- Theatrical release poster
- Spanish: Morirás en Chafarinas
- Directed by: Pedro Olea
- Screenplay by: Fernando Lalana; Pedro Olea;
- Based on: Morirás en Chafarinas by Fernando Lalana
- Starring: Jorge Sanz; María Barranco; Óscar Ladoire; Javier Albalá; Toni Zenet; Esperanza Campuzano; Ramón Langa;
- Cinematography: Paco Femenía
- Edited by: José Salcedo
- Music by: Bernardo Bonezzi
- Production company: Altube Filmeak
- Distributed by: Columbia TriStar Films de España
- Release date: 21 April 1995;
- Country: Spain
- Language: Spanish

= You Shall Die in Chafarinas =

You Shall Die in Chafarinas (Morirás en Chafarinas) is a 1995 crime thriller film directed by Pedro Olea. It is based on the novel Morirás en Chafarinas by Fernando Lalana. It stars Jorge Sanz and María Barranco alongside Óscar Ladoire and Javier Albalá.

== Plot ==
Featuring the backdrop of military conscription and set in a military barracks in Melilla, the plot touches themes such as the suicide of conscripts and substance consumption. Two begrudging privates (Jaime and Cidraque) see themselves forced to act as casual investigators in the wake of series of deaths in the barracks (two deaths from overdose and the ensuing killing of a homosexual conscript).

== Production ==
Based on the 1990 novel Morirás en Chafarinas by Fernando Lalana, the screenplay was penned by Pedro Olea and Francisco Lalana.

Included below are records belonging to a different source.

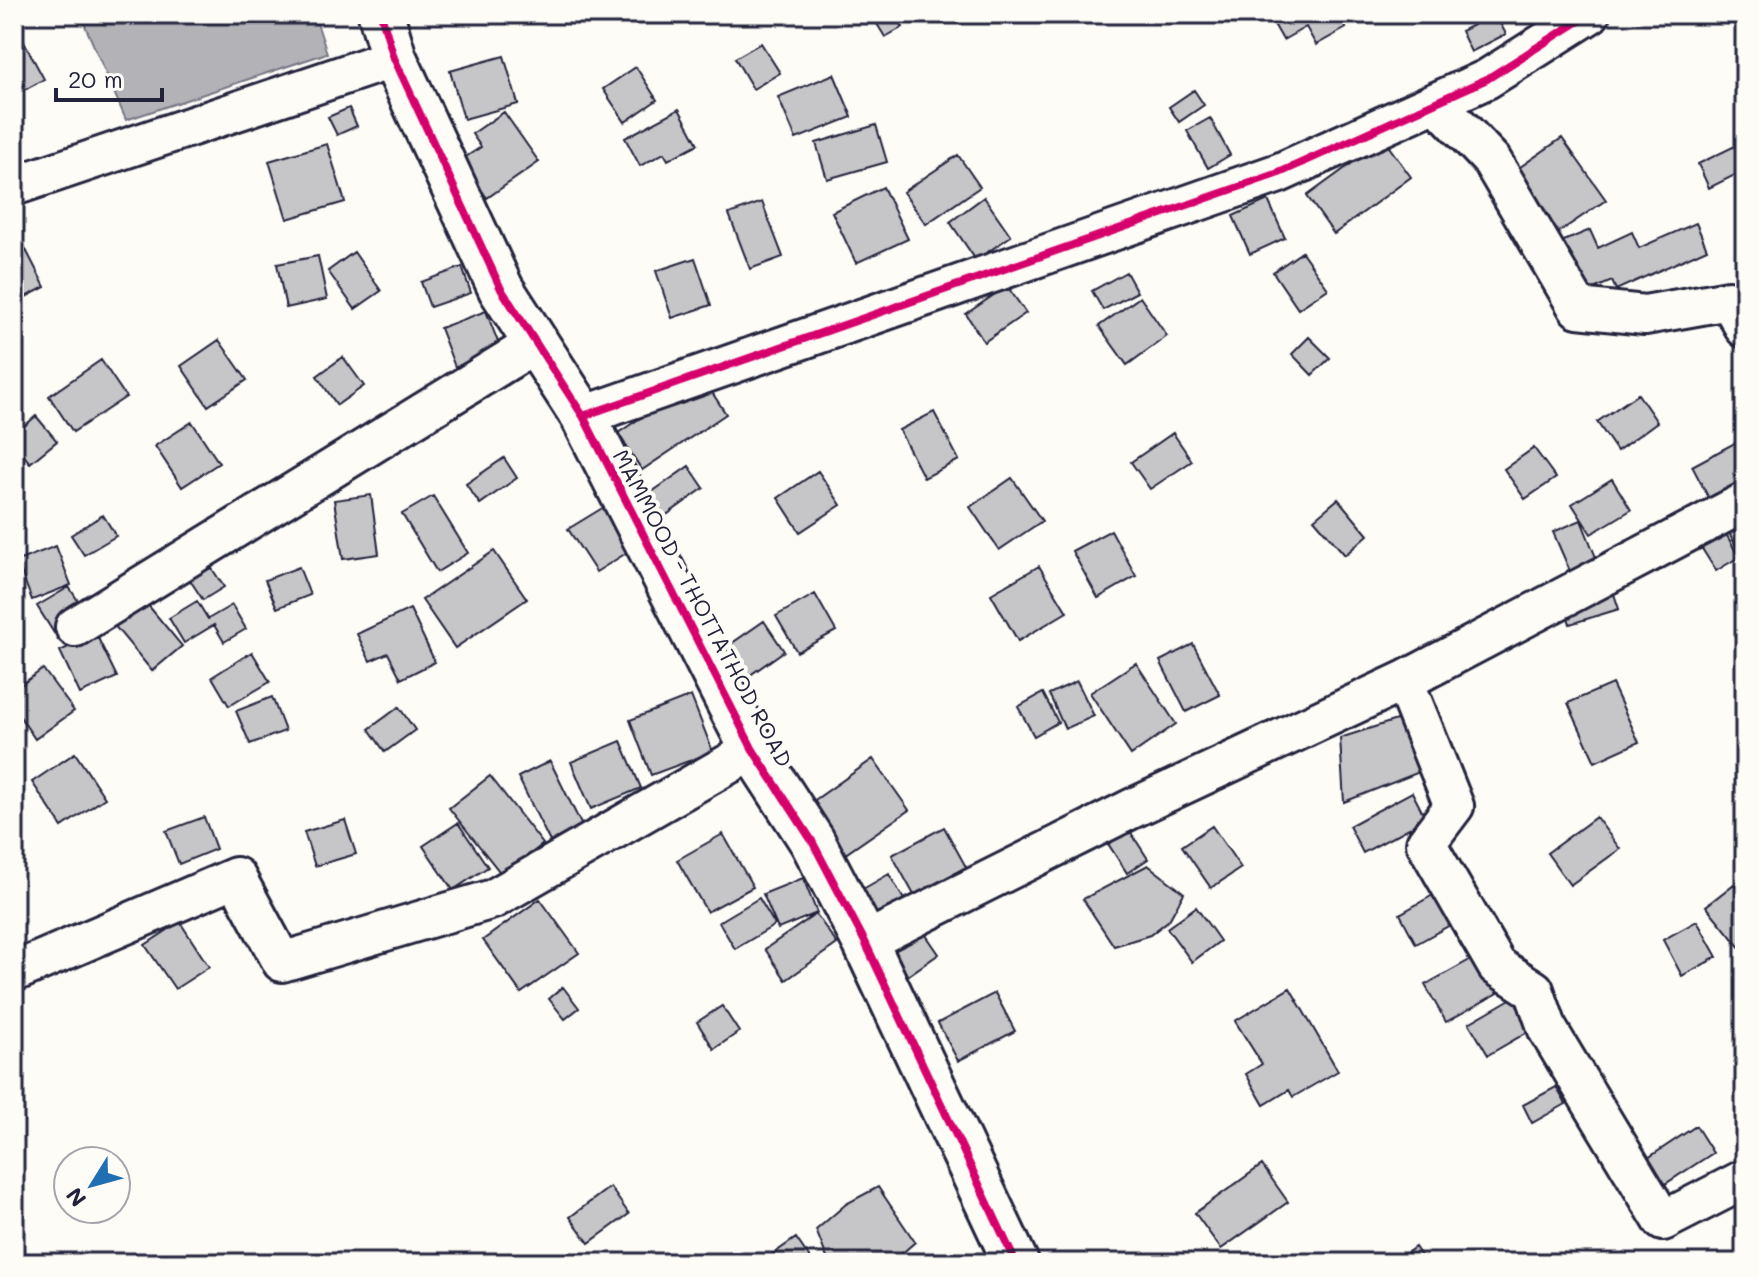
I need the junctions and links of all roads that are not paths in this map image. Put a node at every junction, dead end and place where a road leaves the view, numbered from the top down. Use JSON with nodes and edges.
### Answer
{"nodes":[{"id":1,"x":381,"y":14,"type":"edge"},
{"id":2,"x":1590,"y":14,"type":"edge"},
{"id":3,"x":394,"y":58,"type":"junction"},
{"id":4,"x":1436,"y":102,"type":"junction"},
{"id":5,"x":14,"y":186,"type":"edge"},
{"id":6,"x":1745,"y":328,"type":"edge"},
{"id":7,"x":536,"y":343,"type":"junction"},
{"id":8,"x":583,"y":416,"type":"junction"},
{"id":9,"x":1745,"y":502,"type":"edge"},
{"id":10,"x":75,"y":627,"type":"dead end"},
{"id":11,"x":1404,"y":681,"type":"junction"},
{"id":12,"x":753,"y":750,"type":"junction"},
{"id":13,"x":865,"y":942,"type":"junction"},
{"id":14,"x":14,"y":972,"type":"edge"},
{"id":15,"x":1745,"y":1179,"type":"edge"},
{"id":16,"x":1016,"y":1263,"type":"edge"}],
"edges":[{"from":1,"to":3,"type":"street","name":"MAMMOOD - THOTTATHOD ROAD"},
{"from":2,"to":4,"type":"street"},
{"from":3,"to":5,"type":"street"},
{"from":3,"to":7,"type":"street","name":"MAMMOOD - THOTTATHOD ROAD"},
{"from":4,"to":6,"type":"street"},
{"from":4,"to":8,"type":"street"},
{"from":7,"to":8,"type":"street","name":"MAMMOOD - THOTTATHOD ROAD"},
{"from":7,"to":10,"type":"street"},
{"from":8,"to":12,"type":"street","name":"MAMMOOD - THOTTATHOD ROAD"},
{"from":9,"to":11,"type":"street"},
{"from":11,"to":13,"type":"street"},
{"from":11,"to":15,"type":"street"},
{"from":12,"to":13,"type":"street","name":"MAMMOOD - THOTTATHOD ROAD"},
{"from":12,"to":14,"type":"street"},
{"from":13,"to":16,"type":"street","name":"MAMMOOD - THOTTATHOD ROAD"}]}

The film is an Altube Filmeak SL production, with the participation of TVE. Shooting locations included a barracks in Aranjuez, Community of Madrid.

== Release ==
Distributed by Columbia Tri-Star Films de España, the film was theatrically released in Spain on 21 April 1995.

== Reception ==
Casimiro Torreiro of El País assessed that, while the script apparently features seemingly everything to be functional for an entertaining narration, the writing "lacks work to polish the details", concluding that "no one will be able to say that [the film] is not a well shot and interpreted film. But that alone is not enough to achieve a satisfactory product."